Penelitian juga dilakukan Akvian Erie Perwira 2014. Dalam penelitiannya Mahasiswa Universitas Negeri Malang itu ditemukan beberapa titik yang telah longsor pada sepanjang jalan ini. Hal ini akan memicu terjadinya longsor susulan yang lebih besar dan membahayakan pengguna jalan yang melintasi jalur tersebut.

Identifikasi tingkat kerentanan longsor dihitung berdasarkan pengharkatan beberapa variabel yaitu kemiringan lereng pemusatan mata air tingkat pelapukan tanah kerapatan kekar kedalaman pelapukan struktur lapisan batuan permebilitas tanah indeks plastisitas tekstur tanah penggalian tebing dan vegetasi penutup.

Hasil penelitian menunjukkan bahwa daerah penelitian terbagi menjadi tiga kriteria tingkat kerentanan longsor yaitu rendah sedang dan tinggi.

Tingkat kerentanan longsor tinggi mendominasi dengan panjang jalur 3 3 km pada satuan lahan V321. 2. Tomb1. H (Km 34 Km 37 4).

Tingkat kerentanan longsor sedang terdapat pada satuan lahan V12. 2. Qpvk2. Kb (Km 40 6 Km 41) V12. 2. Qpvk2. B/S (Km 39 4 Km 40 6) V321. 2. Tomb1. B/S (Km 38 5 Km 39 4) dan V321. 1. Tomb1. Kb (Km 37 7 Km 38 2) dengan panjang jalur 3 km.

Sedangkan tingkat kerentanan longsor rendah pada satuan lahan (Km 32 7 Km 34 1 dan Km 37 4 Km 37 7) dengan panjang jalur 1 7 km.

Penggalian tebing kemiringan lereng dan tekstur tanah merupakan faktor yang paling dominan dalam mempengaruhi tingkat kerentanan longsor pada Jalur Gunung Gumitir

 


Sisa Gunung Berapi Purba

 

Ketua Harian Ijen Geopark Banyuwangi Abdillah Baraas mengatakan, Gumitir merupakan sisa-sisa gunung berapi purba. Usia gunung ini diperkirakan sudah 33 juta tahun lalu.

Di tataran pegununngan di Banyuwangi dan Jember, Gumitir merupakan yang paling tertua.

"Gumitir adalah dinding atau kaldera yang tersisa dari gunung api itu. Sehingga batu-batu penyusunnya itu lebih lapuk dibanding gunung-gunung yang baru yang berada di utara yang masih berumur puluhan atau ratusan ribu tahun," kata Abdillah, Senin (14/11/2022).

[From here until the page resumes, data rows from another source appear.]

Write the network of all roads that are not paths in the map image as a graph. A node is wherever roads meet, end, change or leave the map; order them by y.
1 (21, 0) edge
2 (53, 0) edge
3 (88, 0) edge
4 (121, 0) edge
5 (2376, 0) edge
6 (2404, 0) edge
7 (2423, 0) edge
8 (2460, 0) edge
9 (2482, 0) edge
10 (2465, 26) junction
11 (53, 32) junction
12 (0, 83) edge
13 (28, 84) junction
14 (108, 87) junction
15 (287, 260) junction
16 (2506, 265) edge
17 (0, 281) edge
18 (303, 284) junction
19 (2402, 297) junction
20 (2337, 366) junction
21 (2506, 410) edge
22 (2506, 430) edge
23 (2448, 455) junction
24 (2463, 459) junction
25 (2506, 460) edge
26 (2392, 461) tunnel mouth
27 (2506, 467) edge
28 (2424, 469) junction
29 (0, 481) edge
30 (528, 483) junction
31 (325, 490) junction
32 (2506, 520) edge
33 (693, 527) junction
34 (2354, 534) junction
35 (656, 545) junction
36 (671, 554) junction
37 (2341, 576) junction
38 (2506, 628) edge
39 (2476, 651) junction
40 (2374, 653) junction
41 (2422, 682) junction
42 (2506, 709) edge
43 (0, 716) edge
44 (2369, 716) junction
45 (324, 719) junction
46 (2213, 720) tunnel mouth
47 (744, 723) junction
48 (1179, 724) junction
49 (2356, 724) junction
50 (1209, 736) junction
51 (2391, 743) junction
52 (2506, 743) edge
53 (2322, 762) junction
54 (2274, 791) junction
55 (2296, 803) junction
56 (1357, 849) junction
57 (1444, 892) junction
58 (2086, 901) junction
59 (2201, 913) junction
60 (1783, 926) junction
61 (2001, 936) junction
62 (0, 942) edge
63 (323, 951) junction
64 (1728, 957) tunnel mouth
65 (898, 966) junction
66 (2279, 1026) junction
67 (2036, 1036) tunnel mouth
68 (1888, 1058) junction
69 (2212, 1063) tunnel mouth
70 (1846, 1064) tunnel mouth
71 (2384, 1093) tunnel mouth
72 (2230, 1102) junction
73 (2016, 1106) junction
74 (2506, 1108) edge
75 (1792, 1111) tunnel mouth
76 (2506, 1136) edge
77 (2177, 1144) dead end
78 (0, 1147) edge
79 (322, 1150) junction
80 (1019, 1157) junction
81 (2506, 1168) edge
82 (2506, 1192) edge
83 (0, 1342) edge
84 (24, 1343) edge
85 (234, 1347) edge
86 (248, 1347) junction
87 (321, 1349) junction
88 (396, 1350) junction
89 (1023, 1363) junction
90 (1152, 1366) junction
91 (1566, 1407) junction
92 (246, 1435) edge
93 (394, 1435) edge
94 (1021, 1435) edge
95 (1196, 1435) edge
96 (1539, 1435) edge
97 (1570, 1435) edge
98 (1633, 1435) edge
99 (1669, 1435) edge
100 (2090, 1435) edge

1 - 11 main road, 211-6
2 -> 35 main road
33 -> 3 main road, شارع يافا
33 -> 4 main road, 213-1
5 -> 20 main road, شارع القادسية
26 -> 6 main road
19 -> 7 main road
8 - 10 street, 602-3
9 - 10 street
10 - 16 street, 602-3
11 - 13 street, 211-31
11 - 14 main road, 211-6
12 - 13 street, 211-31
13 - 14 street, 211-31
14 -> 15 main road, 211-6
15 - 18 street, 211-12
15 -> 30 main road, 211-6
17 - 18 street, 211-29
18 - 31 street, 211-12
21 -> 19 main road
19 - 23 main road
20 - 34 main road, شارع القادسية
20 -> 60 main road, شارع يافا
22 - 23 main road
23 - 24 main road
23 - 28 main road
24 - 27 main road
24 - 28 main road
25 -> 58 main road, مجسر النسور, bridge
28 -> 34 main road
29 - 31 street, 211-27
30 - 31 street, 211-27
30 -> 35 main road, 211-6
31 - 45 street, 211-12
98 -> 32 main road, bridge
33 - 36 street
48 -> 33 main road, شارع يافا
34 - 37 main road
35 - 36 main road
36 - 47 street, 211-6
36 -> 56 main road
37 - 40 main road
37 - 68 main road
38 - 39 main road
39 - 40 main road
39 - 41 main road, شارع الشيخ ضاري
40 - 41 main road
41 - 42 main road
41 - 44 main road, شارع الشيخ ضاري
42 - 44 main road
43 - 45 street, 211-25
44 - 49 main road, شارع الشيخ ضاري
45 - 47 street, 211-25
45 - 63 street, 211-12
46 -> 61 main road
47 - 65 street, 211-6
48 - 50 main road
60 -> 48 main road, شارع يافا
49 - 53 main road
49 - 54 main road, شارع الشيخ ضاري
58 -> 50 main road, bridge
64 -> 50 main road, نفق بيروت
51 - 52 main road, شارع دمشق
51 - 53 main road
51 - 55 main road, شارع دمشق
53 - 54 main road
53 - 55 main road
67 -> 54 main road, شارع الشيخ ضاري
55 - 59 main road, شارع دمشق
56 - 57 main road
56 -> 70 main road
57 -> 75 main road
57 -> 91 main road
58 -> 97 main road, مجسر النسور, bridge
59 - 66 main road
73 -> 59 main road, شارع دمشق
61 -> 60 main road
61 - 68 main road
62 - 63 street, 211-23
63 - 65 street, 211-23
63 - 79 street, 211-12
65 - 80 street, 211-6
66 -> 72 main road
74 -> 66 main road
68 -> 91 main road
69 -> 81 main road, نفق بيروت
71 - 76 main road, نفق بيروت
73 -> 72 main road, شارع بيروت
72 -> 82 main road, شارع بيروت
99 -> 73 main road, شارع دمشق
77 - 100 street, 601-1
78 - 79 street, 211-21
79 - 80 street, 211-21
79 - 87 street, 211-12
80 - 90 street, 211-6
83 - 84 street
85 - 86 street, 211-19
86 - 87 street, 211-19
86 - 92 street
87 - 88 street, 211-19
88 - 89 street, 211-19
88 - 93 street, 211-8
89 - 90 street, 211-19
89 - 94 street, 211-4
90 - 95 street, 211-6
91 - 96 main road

Selain memang karena usia, faktor lain penyebab longsor di Gumitir adalah pembebanan. Setiap hari, hampir tidak bisa dihitung berapa kendaraan yang melintas di jalur ini. Baik itu skala kecil hingga kendaraan logistik yang memiliki beban berat.

"Dengan pembenanan semacam itu maka itulah respon tanah. Untuk menyeimbangkan dirinya sehingga dia harus longsor. Tapi triggernya adalah air biasanya terjadi saat musim penghujan. Bisa dilihat dari bentuk longsor yang selalu berbentuk oval, karena memang itu bidang gelincirnya," ujar Abdillah.

Pria berumur 31 tahun ini mengatakan selanjutnya adalah alterasi, sebuah proses perubahan komposisi mineralogi batuan dalam kondisi padat, sebagai akibat adanya pengaruh suhu dan tekanan tinggi.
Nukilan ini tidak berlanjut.